Hiyama Subprefecture (檜山振興局, Hiyama-shinkō-kyoku) is a subprefecture of Hokkaido Prefecture, Japan located on the Oshima Peninsula on the Sea of Japan side. It includes Okushiri Island. It was established in 1897.

== Geography ==

=== Municipalities ===

| Name |  | Area (km^{2}) | Population | Pop.

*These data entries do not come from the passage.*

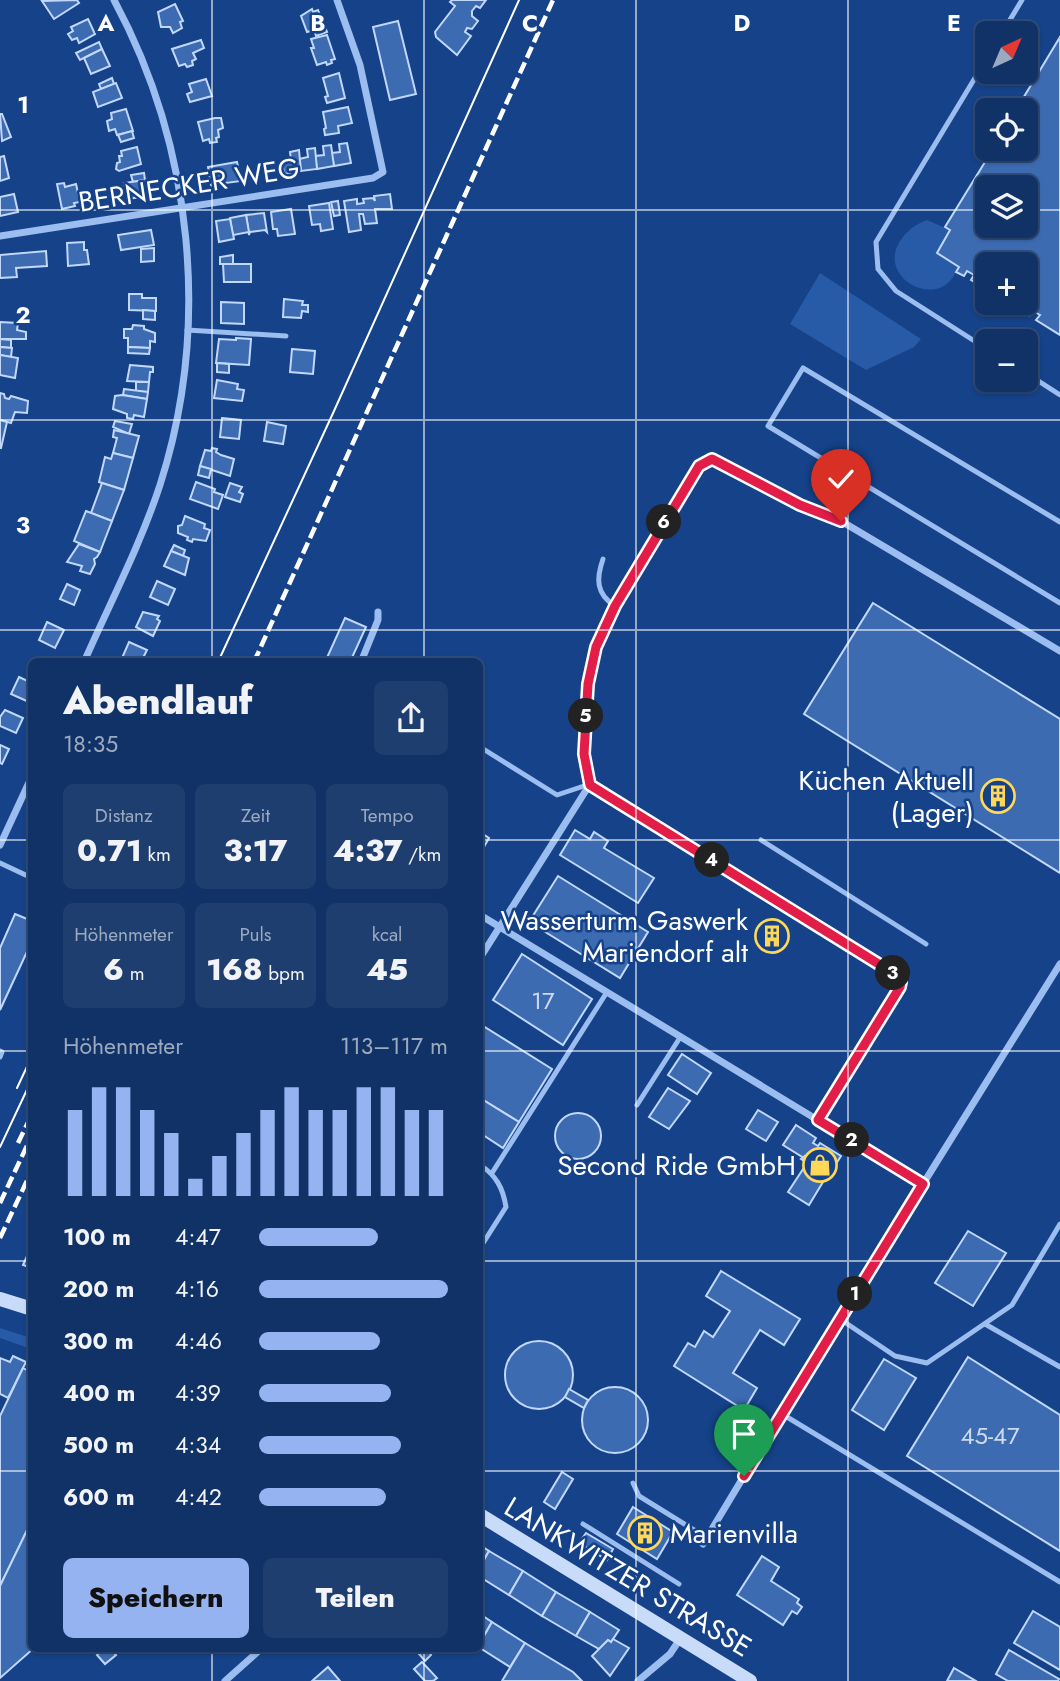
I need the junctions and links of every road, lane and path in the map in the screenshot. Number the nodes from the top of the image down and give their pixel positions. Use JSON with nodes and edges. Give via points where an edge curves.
{"nodes":[{"id":1,"x":114,"y":0,"type":"edge"},
{"id":2,"x":337,"y":0,"type":"edge"},
{"id":3,"x":1022,"y":0,"type":"edge"},
{"id":4,"x":1009,"y":21,"type":"edge"},
{"id":5,"x":975,"y":78,"type":"edge"},
{"id":6,"x":183,"y":208,"type":"junction"},
{"id":7,"x":0,"y":236,"type":"edge"},
{"id":8,"x":187,"y":330,"type":"junction"},
{"id":9,"x":286,"y":336,"type":"dead end"},
{"id":10,"x":975,"y":341,"type":"edge"},
{"id":11,"x":1038,"y":381,"type":"edge"},
{"id":12,"x":1060,"y":395,"type":"edge"},
{"id":13,"x":1060,"y":522,"type":"edge"},
{"id":14,"x":603,"y":559,"type":"dead end"},
{"id":15,"x":1060,"y":603,"type":"edge"},
{"id":16,"x":615,"y":606,"type":"junction"},
{"id":17,"x":378,"y":612,"type":"dead end"},
{"id":18,"x":1060,"y":651,"type":"edge"},
{"id":19,"x":86,"y":658,"type":"edge"},
{"id":20,"x":363,"y":658,"type":"edge"},
{"id":21,"x":483,"y":749,"type":"edge"},
{"id":22,"x":28,"y":785,"type":"edge"},
{"id":23,"x":590,"y":785,"type":"junction"},
{"id":24,"x":761,"y":840,"type":"dead end"},
{"id":25,"x":0,"y":845,"type":"edge"},
{"id":26,"x":0,"y":863,"type":"edge"},
{"id":27,"x":28,"y":876,"type":"edge"},
{"id":28,"x":483,"y":918,"type":"edge"},
{"id":29,"x":496,"y":931,"type":"junction"},
{"id":30,"x":926,"y":944,"type":"dead end"},
{"id":31,"x":483,"y":953,"type":"edge"},
{"id":32,"x":1060,"y":964,"type":"edge"},
{"id":33,"x":607,"y":992,"type":"junction"},
{"id":34,"x":681,"y":1036,"type":"junction"},
{"id":35,"x":0,"y":1051,"type":"edge"},
{"id":36,"x":0,"y":1057,"type":"edge"},
{"id":37,"x":637,"y":1105,"type":"dead end"},
{"id":38,"x":818,"y":1120,"type":"junction"},
{"id":39,"x":483,"y":1167,"type":"edge"},
{"id":40,"x":492,"y":1173,"type":"junction"},
{"id":41,"x":923,"y":1184,"type":"junction"},
{"id":42,"x":1060,"y":1224,"type":"edge"},
{"id":43,"x":483,"y":1243,"type":"edge"},
{"id":44,"x":0,"y":1299,"type":"edge"},
{"id":45,"x":28,"y":1308,"type":"edge"},
{"id":46,"x":840,"y":1319,"type":"junction"},
{"id":47,"x":985,"y":1324,"type":"junction"},
{"id":48,"x":1060,"y":1367,"type":"edge"},
{"id":49,"x":782,"y":1414,"type":"junction"},
{"id":50,"x":633,"y":1482,"type":"dead end"},
{"id":51,"x":483,"y":1517,"type":"edge"},
{"id":52,"x":583,"y":1524,"type":"dead end"},
{"id":53,"x":705,"y":1541,"type":"joint"},
{"id":54,"x":1060,"y":1582,"type":"edge"},
{"id":55,"x":679,"y":1584,"type":"dead end"},
{"id":56,"x":680,"y":1639,"type":"junction"},
{"id":57,"x":258,"y":1652,"type":"edge"},
{"id":58,"x":225,"y":1681,"type":"edge"},
{"id":59,"x":638,"y":1681,"type":"edge"},
{"id":60,"x":750,"y":1681,"type":"edge"}],
"edges":[{"from":1,"to":6,"type":"street","via":[[152,84]]},
{"from":2,"to":6,"type":"street","name":"BERNECKER WEG","via":[[360,65],[383,173]]},
{"from":3,"to":4,"type":"lane"},
{"from":5,"to":10,"type":"lane","via":[[876,242],[878,269],[896,291]]},
{"from":6,"to":7,"type":"street","name":"BERNECKER WEG"},
{"from":6,"to":8,"type":"street"},
{"from":8,"to":9,"type":"lane"},
{"from":8,"to":19,"type":"street","via":[[174,430],[161,482]]},
{"from":11,"to":12,"type":"lane"},
{"from":13,"to":15,"type":"lane","via":[[803,368],[768,426]]},
{"from":14,"to":16,"type":"lane","via":[[597,581]]},
{"from":16,"to":18,"type":"street","via":[[692,475],[712,459],[841,521]]},
{"from":16,"to":23,"type":"street","via":[[596,647],[588,684],[584,754]]},
{"from":17,"to":20,"type":"street"},
{"from":21,"to":23,"type":"lane","via":[[557,794]]},
{"from":22,"to":25,"type":"street"},
{"from":23,"to":29,"type":"street"},
{"from":23,"to":38,"type":"street","via":[[900,979],[900,987]]},
{"from":24,"to":30,"type":"lane"},
{"from":26,"to":27,"type":"lane"},
{"from":28,"to":29,"type":"street"},
{"from":29,"to":31,"type":"street"},
{"from":29,"to":33,"type":"street","via":[[517,938]]},
{"from":32,"to":41,"type":"street"},
{"from":33,"to":34,"type":"street"},
{"from":33,"to":40,"type":"lane"},
{"from":34,"to":37,"type":"lane"},
{"from":34,"to":38,"type":"street"},
{"from":35,"to":36,"type":"lane"},
{"from":38,"to":41,"type":"street"},
{"from":39,"to":40,"type":"lane"},
{"from":40,"to":43,"type":"lane","via":[[504,1192],[506,1207]]},
{"from":41,"to":46,"type":"street"},
{"from":42,"to":47,"type":"lane","via":[[1012,1305]]},
{"from":44,"to":45,"type":"main road"},
{"from":46,"to":47,"type":"lane","via":[[895,1356],[928,1363]]},
{"from":46,"to":49,"type":"street"},
{"from":47,"to":48,"type":"lane"},
{"from":49,"to":53,"type":"street"},
{"from":49,"to":54,"type":"lane"},
{"from":50,"to":53,"type":"lane","via":[[639,1496]]},
{"from":51,"to":56,"type":"main road","name":"LANKWITZER STRASSE"},
{"from":52,"to":55,"type":"lane"},
{"from":56,"to":59,"type":"street","via":[[670,1654]]},
{"from":56,"to":60,"type":"main road","name":"LANKWITZER STRASSE"},
{"from":57,"to":58,"type":"street"}]}
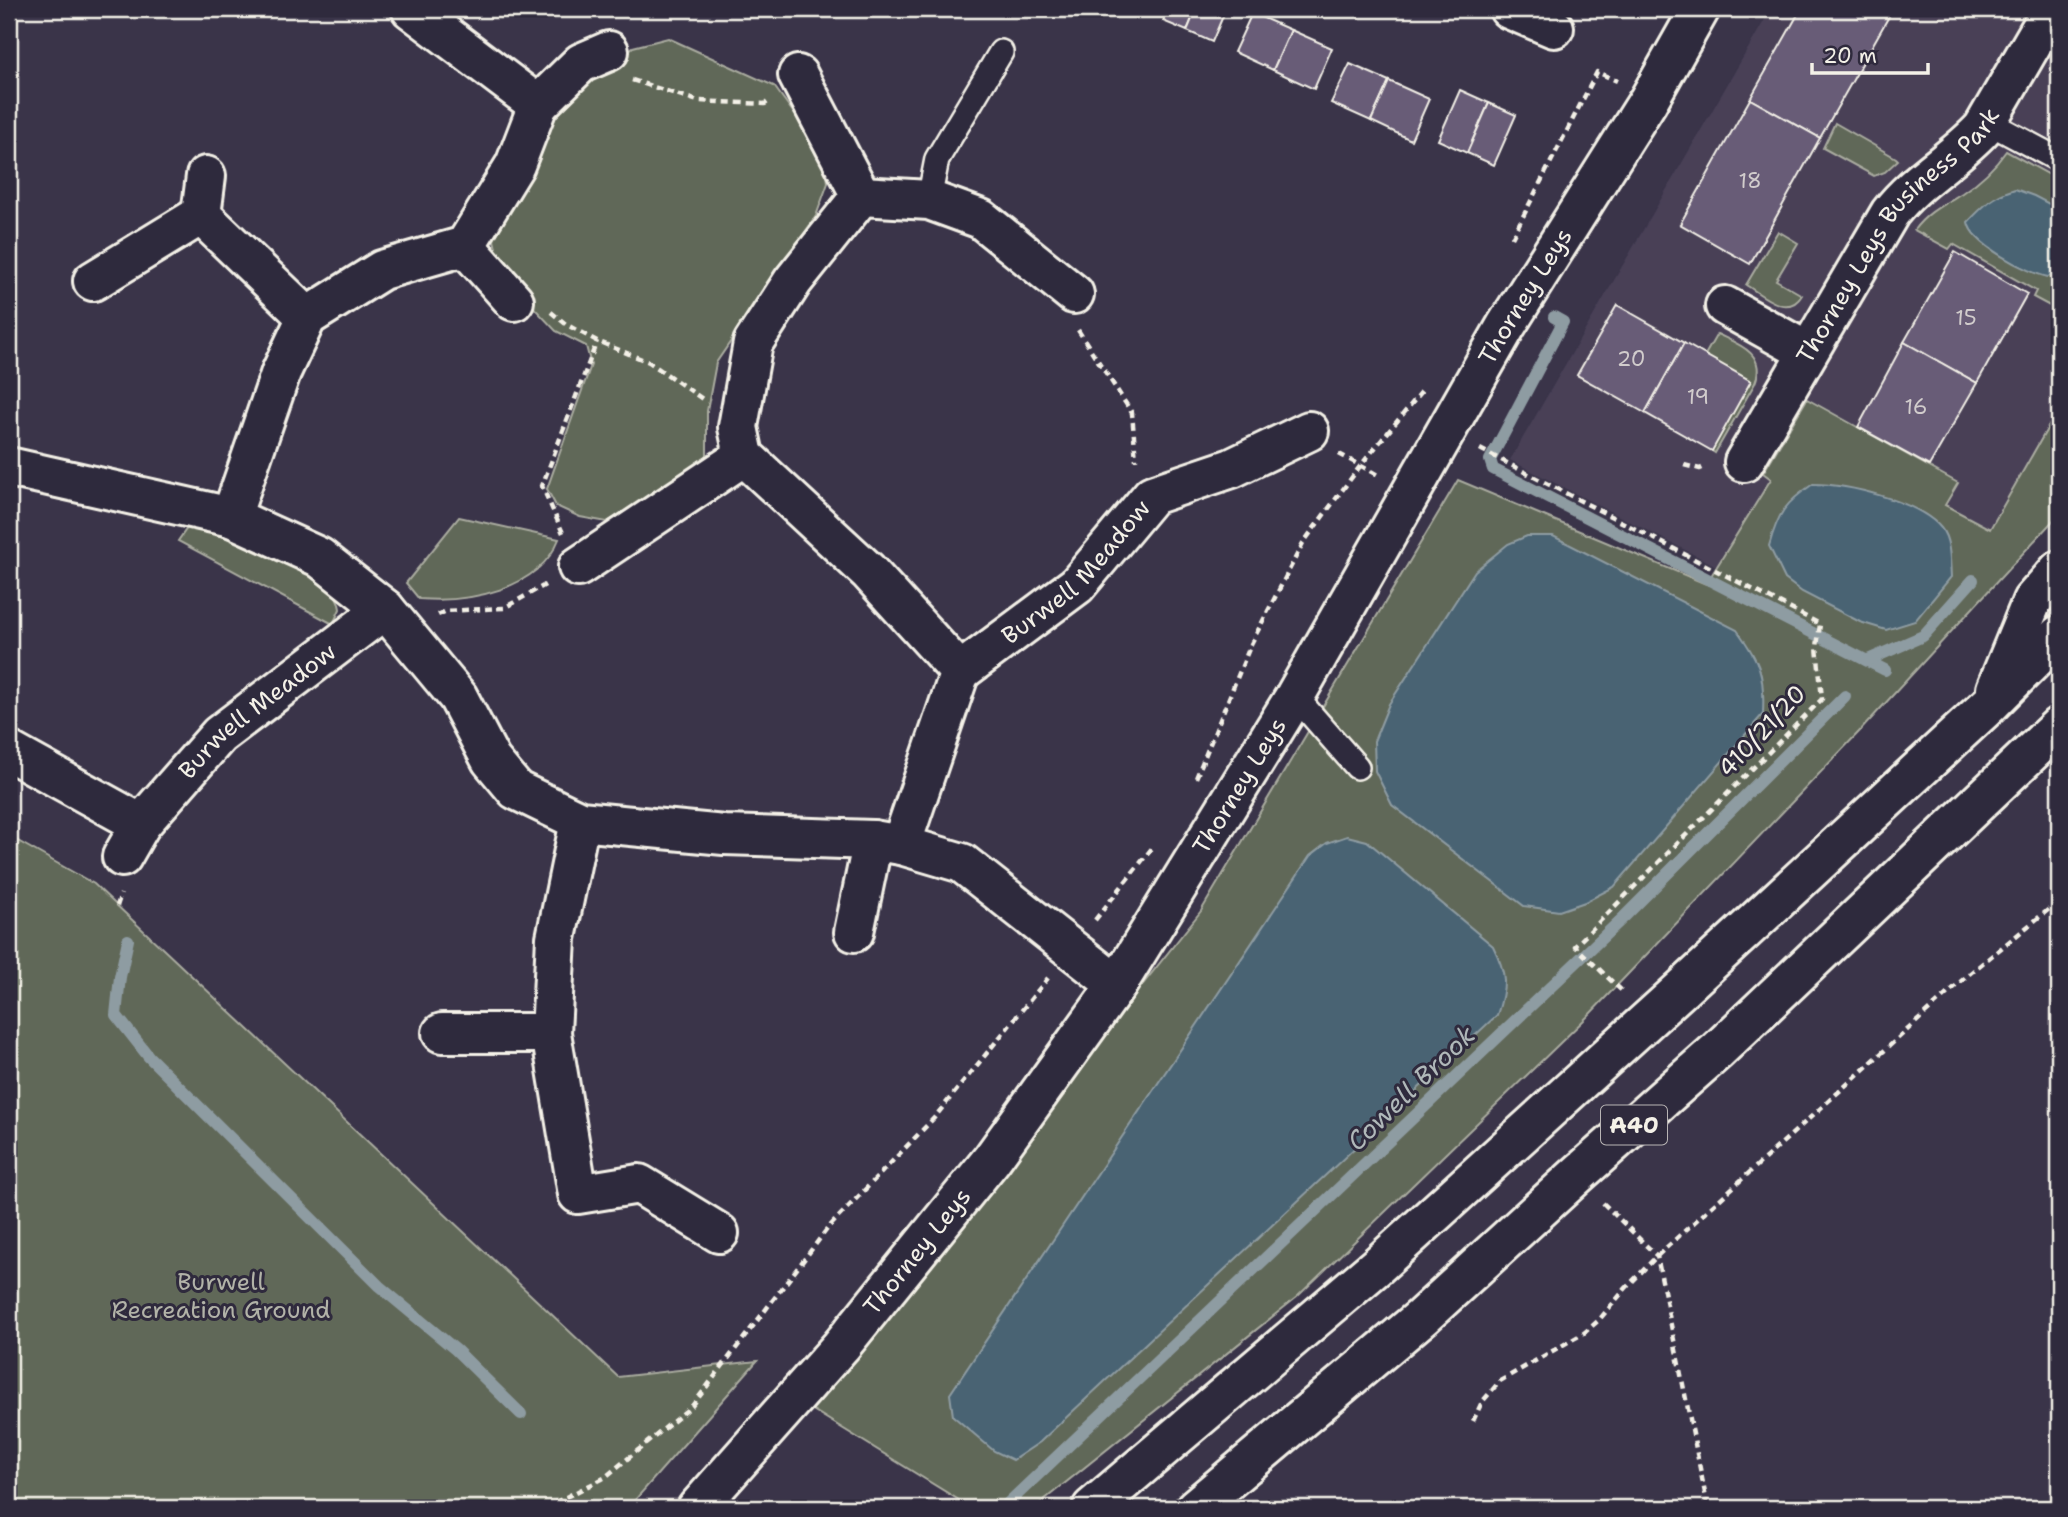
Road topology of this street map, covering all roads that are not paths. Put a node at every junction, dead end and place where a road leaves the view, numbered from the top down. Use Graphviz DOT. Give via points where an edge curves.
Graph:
graph roads {
  1 [pos="411,9"];
  2 [pos="1509,9"];
  3 [pos="1700,9"];
  4 [pos="2052,9"];
  5 [pos="1554,28"];
  6 [pos="1001,52"];
  7 [pos="595,57"];
  8 [pos="799,75"];
  9 [pos="538,105"];
  10 [pos="1989,122"];
  11 [pos="2059,160"];
  12 [pos="206,176"];
  13 [pos="861,196"];
  14 [pos="929,200"];
  15 [pos="201,215"];
  16 [pos="465,246"];
  17 [pos="93,281"];
  18 [pos="1074,294"];
  19 [pos="529,302"];
  20 [pos="1725,306"];
  21 [pos="307,317"];
  22 [pos="1808,352"];
  23 [pos="1308,431"];
  24 [pos="741,441"];
  25 [pos="1744,462"];
  26 [pos="9,467"];
  27 [pos="231,517"];
  28 [pos="578,567"];
  29 [pos="2059,570"];
  30 [pos="394,620"];
  31 [pos="2059,635"];
  32 [pos="960,672"];
  33 [pos="1295,696"];
  34 [pos="1990,704"];
  35 [pos="2059,726"];
  36 [pos="9,751"];
  37 [pos="1357,767"];
  38 [pos="580,821"];
  39 [pos="141,824"];
  40 [pos="887,843"];
  41 [pos="122,857"];
  42 [pos="853,932"];
  43 [pos="1117,985"];
  44 [pos="442,1033"];
  45 [pos="551,1033"];
  46 [pos="719,1233"];
  47 [pos="697,1508"];
  48 [pos="1092,1508"];
  49 [pos="1195,1508"];
  1 -- 9 [label="main road"];
  2 -- 5 [label="main road"];
  3 -- 33 [label="main road, Thorney Leys" via="1506,326"];
  4 -- 10 [label="main road, Thorney Leys Business Park"];
  6 -- 14 [label="lane" via="936,159"];
  7 -- 9 [label="main road"];
  8 -- 13 [label="main road"];
  9 -- 16 [label="main road" via="515,165"];
  10 -- 11 [label="lane"];
  10 -- 22 [label="main road, Thorney Leys Business Park" via="1890,213"];
  12 -- 15 [label="main road"];
  13 -- 14 [label="main road"];
  13 -- 24 [label="main road" via="793,281 753,343"];
  14 -- 18 [label="main road" via="981,219"];
  15 -- 17 [label="main road"];
  15 -- 21 [label="main road"];
  16 -- 19 [label="main road"];
  16 -- 21 [label="main road" via="382,270"];
  20 -- 22 [label="main road"];
  21 -- 27 [label="main road" via="281,372"];
  22 -- 25 [label="main road, Thorney Leys Business Park"];
  23 -- 32 [label="main road, Burwell Meadow" via="1232,468 1152,495 1077,585"];
  24 -- 28 [label="main road"];
  24 -- 32 [label="main road" via="869,570"];
  26 -- 27 [label="main road"];
  27 -- 30 [label="main road" via="319,557"];
  29 -- 34 [label="main road" via="2032,601"];
  30 -- 38 [label="main road" via="458,697 491,760 516,790"];
  30 -- 39 [label="main road, Burwell Meadow" via="219,735"];
  31 -- 34 [label="main road, A40"];
  32 -- 40 [label="main road"];
  33 -- 37 [label="lane"];
  33 -- 43 [label="main road, Thorney Leys"];
  34 -- 48 [label="main road, A40" via="1376,1267"];
  35 -- 49 [label="main road, A40" via="1717,1051 1422,1317"];
  36 -- 39 [label="main road"];
  38 -- 40 [label="main road" via="724,835"];
  38 -- 45 [label="main road" via="556,938"];
  39 -- 41 [label="main road, Burwell Meadow"];
  40 -- 42 [label="main road"];
  40 -- 43 [label="main road" via="962,863"];
  43 -- 47 [label="main road, Thorney Leys" via="992,1159 841,1346"];
  44 -- 45 [label="main road"];
  45 -- 46 [label="main road" via="578,1194 639,1184"];
}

Density | District | Type | Map |
| Rōmaji | Kanji |
| Assabu | 厚沢部町 | 460.58 | 3,884 | 8.43 | Hiyama District | Town |  |
| Esashi (capital) | 江差町 | 109.57 | 8,117 | 74.08 | Hiyama District | Town |  |
| Imakane | 今金町 | 568.14 | 5,575 | 9.81 | Setana District | Town |  |
| Kaminokuni | 上ノ国町 | 547.58 | 5,161 | 9.43 | Hiyama District | Town |  |
| Okushiri | 奥尻町 | 142.98 | 2,812 | 19.67 | Okushiri District | Town |  |
| Otobe | 乙部町 | 162.55 | 3,925 | 24.15 | Nishi District | Town |  |
| Setana | せたな町 | 638.67 | 8,501 | 13.31 | Kudō District | Town |  |

==History==
- 1897: Hiyama Subprefecture was established.
- 2005: Kumaishi Town (Nishi District) was merged with Yakumo Town (Yamakoshi District, Oshima Subprefecture) and transferred to Oshima Subprefecture. At the same time, Hiyama Subprefecture was divided between north and south.
- 2014: Esashi Line (from Kikonai Station to Esashi Station) was abolished. Therefore, Hiyama Subprefecture became the only subprefecture in which there is no railway.